*** Opening of Available data ***
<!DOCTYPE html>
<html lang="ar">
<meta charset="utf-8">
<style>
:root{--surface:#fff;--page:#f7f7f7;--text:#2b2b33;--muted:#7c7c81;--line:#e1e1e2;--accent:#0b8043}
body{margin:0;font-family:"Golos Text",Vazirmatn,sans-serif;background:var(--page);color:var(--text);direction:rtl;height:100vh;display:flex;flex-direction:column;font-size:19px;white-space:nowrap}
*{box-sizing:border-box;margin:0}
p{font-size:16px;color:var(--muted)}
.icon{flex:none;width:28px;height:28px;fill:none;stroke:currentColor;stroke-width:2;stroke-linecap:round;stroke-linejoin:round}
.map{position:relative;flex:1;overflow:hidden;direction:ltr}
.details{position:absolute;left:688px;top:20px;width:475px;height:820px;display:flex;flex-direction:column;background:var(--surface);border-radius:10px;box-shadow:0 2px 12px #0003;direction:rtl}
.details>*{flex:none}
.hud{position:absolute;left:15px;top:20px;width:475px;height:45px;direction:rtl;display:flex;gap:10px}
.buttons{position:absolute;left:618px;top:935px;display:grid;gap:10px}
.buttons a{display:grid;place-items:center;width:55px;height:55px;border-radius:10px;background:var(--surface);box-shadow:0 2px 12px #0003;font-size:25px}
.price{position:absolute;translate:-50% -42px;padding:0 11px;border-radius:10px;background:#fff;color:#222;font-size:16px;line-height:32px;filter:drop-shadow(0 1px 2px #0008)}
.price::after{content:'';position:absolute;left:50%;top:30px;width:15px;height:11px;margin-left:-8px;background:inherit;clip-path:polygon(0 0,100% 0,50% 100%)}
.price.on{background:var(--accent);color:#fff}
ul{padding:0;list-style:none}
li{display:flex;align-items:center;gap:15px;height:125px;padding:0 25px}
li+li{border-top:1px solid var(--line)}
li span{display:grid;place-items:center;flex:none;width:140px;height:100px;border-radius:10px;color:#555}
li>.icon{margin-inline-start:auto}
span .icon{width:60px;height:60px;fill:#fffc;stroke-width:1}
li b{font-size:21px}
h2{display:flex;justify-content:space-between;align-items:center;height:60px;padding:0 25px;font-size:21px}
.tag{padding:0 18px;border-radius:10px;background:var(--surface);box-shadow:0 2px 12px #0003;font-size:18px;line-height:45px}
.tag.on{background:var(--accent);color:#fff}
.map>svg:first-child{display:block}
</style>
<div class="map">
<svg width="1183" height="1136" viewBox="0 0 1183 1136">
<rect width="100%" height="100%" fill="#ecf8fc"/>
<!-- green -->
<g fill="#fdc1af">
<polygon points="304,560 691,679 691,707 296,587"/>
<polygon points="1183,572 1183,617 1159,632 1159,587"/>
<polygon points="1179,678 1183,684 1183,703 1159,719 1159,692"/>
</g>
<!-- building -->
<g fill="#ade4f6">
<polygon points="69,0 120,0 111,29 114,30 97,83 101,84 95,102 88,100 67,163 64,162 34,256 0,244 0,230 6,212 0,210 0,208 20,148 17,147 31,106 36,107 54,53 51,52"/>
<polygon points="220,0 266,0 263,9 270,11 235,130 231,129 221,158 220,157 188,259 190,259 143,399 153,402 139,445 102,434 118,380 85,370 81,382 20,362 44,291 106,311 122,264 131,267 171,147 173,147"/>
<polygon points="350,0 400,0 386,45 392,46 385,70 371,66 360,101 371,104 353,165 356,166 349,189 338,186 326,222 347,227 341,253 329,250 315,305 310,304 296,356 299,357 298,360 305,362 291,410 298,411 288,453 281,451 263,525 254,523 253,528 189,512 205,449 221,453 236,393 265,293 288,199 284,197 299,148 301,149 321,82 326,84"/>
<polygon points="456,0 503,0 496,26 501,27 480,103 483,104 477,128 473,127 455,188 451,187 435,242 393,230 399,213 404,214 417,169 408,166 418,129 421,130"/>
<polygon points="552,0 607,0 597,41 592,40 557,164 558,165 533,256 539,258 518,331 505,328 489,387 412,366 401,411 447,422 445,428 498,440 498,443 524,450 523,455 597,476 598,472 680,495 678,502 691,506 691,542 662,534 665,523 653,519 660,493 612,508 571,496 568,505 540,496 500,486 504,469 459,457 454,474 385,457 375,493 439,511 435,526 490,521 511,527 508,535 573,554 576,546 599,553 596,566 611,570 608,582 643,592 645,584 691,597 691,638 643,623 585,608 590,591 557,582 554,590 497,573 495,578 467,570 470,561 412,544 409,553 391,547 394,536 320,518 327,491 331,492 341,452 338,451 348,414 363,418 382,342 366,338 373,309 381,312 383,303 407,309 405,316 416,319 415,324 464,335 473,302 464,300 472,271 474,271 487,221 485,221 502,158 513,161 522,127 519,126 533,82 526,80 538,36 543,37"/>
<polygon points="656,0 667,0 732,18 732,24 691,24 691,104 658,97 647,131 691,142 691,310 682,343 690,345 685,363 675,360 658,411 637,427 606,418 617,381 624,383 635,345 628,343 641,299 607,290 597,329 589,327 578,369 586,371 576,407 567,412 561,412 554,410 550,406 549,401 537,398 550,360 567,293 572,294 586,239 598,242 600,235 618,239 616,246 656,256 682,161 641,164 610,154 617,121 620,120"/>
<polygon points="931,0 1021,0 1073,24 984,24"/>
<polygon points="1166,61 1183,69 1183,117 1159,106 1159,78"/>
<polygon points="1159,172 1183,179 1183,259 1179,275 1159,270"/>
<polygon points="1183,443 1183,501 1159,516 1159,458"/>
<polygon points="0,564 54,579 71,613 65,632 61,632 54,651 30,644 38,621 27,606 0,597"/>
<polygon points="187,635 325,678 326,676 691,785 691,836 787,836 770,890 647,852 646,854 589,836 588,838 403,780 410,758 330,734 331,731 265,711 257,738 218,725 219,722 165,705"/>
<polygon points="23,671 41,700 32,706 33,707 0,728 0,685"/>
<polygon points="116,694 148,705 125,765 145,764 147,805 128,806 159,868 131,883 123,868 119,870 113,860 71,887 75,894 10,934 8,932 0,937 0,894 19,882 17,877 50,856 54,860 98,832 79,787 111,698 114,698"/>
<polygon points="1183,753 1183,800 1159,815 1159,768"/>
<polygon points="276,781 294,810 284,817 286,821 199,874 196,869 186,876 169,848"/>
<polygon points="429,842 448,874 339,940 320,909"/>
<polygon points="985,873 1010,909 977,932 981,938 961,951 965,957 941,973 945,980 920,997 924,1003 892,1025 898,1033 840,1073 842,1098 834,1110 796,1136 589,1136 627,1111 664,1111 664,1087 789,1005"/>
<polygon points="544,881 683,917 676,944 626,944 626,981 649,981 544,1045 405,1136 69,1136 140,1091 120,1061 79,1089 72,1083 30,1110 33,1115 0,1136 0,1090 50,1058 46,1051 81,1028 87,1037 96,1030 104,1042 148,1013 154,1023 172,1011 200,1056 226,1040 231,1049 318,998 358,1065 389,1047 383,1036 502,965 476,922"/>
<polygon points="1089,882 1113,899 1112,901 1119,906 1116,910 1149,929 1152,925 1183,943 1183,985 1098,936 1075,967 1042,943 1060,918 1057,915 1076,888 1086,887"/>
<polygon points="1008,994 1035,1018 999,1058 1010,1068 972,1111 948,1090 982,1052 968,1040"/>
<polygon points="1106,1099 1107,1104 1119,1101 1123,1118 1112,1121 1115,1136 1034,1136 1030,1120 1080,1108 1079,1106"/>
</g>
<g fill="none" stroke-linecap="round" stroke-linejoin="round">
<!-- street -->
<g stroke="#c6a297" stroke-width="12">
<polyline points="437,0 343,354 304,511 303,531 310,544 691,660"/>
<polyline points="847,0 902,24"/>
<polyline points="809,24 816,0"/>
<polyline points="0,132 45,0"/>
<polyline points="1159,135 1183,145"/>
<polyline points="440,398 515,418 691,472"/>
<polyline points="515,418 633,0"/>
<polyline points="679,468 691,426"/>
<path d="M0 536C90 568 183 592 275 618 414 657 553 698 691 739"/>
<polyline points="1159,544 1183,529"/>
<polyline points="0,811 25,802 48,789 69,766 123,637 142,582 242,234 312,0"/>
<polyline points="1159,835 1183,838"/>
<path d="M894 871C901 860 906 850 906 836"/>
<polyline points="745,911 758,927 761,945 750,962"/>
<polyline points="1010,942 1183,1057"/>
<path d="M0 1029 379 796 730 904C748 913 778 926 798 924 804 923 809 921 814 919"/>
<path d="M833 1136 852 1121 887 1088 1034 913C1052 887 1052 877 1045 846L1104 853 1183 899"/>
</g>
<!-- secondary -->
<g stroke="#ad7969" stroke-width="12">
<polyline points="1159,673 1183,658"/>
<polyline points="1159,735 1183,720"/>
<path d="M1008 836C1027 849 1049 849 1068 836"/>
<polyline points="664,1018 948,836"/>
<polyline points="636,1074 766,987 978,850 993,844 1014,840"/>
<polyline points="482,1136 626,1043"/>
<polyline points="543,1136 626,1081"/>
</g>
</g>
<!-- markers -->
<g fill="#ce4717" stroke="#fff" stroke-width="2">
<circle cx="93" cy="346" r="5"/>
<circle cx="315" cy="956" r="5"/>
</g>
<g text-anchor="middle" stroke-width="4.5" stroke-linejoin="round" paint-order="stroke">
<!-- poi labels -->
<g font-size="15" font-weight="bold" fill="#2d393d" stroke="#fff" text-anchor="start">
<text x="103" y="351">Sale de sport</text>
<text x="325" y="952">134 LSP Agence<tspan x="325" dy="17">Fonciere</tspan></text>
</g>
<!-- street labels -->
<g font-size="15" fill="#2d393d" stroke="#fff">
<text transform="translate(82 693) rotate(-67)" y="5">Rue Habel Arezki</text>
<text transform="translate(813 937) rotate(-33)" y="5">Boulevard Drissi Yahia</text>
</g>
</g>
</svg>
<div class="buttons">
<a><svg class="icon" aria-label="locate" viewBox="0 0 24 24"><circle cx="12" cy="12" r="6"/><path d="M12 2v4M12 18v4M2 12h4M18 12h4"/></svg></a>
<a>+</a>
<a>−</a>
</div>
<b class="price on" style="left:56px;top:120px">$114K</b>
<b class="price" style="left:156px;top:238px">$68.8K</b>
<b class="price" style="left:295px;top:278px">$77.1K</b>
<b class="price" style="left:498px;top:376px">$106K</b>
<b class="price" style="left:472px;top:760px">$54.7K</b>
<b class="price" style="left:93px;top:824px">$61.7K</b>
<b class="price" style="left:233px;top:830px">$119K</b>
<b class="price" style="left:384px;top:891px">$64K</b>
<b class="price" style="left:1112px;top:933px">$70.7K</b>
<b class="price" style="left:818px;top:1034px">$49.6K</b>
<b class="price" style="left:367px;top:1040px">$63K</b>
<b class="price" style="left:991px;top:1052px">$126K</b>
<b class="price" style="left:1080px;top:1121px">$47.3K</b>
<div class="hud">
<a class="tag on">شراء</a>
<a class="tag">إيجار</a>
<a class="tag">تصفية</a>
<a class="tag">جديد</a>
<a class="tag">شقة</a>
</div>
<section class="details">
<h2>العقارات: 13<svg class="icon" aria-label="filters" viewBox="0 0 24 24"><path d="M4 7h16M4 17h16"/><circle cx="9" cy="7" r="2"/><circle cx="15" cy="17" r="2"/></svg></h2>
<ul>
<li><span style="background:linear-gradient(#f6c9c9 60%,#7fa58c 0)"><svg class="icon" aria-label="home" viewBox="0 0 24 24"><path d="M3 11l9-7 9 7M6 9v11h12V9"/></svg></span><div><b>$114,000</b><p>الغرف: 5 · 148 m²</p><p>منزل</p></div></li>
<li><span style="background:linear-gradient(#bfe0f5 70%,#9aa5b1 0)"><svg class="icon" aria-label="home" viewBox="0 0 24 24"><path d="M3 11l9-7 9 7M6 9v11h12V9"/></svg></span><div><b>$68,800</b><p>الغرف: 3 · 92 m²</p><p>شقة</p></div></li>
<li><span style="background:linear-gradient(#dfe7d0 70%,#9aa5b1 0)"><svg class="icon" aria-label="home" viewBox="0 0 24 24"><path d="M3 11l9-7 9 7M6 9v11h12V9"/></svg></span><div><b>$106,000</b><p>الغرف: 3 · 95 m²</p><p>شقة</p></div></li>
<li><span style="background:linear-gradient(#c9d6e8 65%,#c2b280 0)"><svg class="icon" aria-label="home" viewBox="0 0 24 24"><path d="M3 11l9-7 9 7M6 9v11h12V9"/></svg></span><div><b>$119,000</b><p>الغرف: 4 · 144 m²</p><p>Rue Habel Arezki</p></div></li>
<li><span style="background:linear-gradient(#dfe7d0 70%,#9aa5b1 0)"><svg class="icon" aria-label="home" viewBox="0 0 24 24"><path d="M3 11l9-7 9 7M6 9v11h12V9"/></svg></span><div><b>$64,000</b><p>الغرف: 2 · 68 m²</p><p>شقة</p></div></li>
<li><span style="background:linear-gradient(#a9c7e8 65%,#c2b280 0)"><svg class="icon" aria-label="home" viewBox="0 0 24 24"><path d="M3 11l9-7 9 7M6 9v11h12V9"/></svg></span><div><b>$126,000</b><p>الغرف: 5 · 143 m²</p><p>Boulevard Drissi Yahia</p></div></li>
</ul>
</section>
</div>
*** Close of Available data ***
What is needed ::
If a line of the records above holds the word "column", show it.

Expected answer ::
body{margin:0;font-family:"Golos Text",Vazirmatn,sans-serif;background:var(--page);color:var(--text);direction:rtl;height:100vh;display:flex;flex-direction:column;font-size:19px;white-space:nowrap}
.details{position:absolute;left:688px;top:20px;width:475px;height:820px;display:flex;flex-direction:column;background:var(--surface);border-radius:10px;box-shadow:0 2px 12px #0003;direction:rtl}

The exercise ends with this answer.